Democrats think that it’s the content of Pickering and Mullen’s testimony that is keeping Republicans from shedding light on their testimony. At the time of Pickering’s deposition, Issa promised to hold a public hearing within two weeks but more than a month has lapsed.
Issa’s office disputes the two-week timeline, saying Cummings setting up a time frame in June was inaccurate.
Because Pickering’s testimony was a sworn deposition, Democrats are prohibited from releasing the transcripts, unlike the closed-door interviews conducted with IRS employees that were made public after Issa’s office refused to release them.
Those who attended the Pickering and Mullen deposition say both men came off as genuine and provided extensive detail into their Benghazi investigation, dubbed the Accountability Review Board report. Democratic Oversight staff described the ARB report as one of the most extensive ever conducted by the board.
Republicans were highly critical of the Mullen and Pickering report, unhappy that it recommended discipline for only midmanagement-level officials and didn’t allow some who were interviewed to read the classified version.
But the public criticism of the report and of Mullen and Pickering has dropped off since their deposition.
“My view is that both gentlemen are so replete with credibility and full and complete factual understanding of the entire situation, that it wouldn’t matter if they were questioned for weeks on end, nothing embarrassing could come up that has not already surfaced,” said Rep. Matt Cartwright (D-Pa.), who attended both depositions and participated in questioning.
Cartwright argued that for Republicans on the committee to “make any hay” on the issue, they have to first counter the quality and findings of the ARB report.
“To make it bigger than it is has been a failure, and I attribute that to the quality and caliber of the people who conducted the Accountability Review Board in the first place.”
Rep. Adam Schiff (D-Calif.), who has been a vocal critic of the GOP on the issue, thinks the Republican argument has come to an end.
“After months of pushing a conspiracy theory on talking points, the GOP leadership has finally had to accept that the facts cannot be made to support their predetermined conclusion,” Schiff said. “Only recently have we returned the focus to where it should have been all along — apprehending those responsible and bringing them to justice. “
Rep. Mark Pocan (D-Wis.), a member of the Oversight Committee who attended the Pickering deposition, said he sees a lack of interest now from Republicans.

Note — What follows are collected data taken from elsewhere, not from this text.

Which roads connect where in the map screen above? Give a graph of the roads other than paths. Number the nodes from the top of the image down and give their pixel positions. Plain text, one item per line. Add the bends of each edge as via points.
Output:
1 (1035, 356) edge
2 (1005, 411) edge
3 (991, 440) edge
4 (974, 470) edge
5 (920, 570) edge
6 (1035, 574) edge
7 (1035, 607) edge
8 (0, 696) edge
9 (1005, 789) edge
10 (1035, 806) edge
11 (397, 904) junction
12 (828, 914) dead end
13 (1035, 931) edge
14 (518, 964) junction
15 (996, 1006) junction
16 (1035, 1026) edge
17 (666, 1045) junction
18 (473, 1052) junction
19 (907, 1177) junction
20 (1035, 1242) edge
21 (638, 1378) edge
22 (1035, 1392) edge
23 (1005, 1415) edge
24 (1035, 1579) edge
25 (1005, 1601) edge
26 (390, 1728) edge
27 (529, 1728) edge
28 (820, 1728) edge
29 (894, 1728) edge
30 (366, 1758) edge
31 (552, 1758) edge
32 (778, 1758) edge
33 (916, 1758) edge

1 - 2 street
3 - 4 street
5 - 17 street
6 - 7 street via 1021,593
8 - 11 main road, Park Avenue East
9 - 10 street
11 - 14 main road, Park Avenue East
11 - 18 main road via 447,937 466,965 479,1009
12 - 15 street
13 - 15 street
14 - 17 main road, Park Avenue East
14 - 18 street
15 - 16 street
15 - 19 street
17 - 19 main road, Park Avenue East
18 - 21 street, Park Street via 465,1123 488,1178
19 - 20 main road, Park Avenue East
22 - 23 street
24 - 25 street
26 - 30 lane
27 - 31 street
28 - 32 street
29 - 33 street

“There is nothing there,” he said. “It was becoming painfully evident that there was no connecting it higher up, which I think the Republicans were strategically trying to do. The fishing expedition for that was coming up really dry.”
But he thinks there are still parts of the attacks that Democrats want to discuss.
“We still haven’t dealt with the parts that are important, which are making sure you never have another Benghazi again, but that was never really the thrust of the investigation,” he said.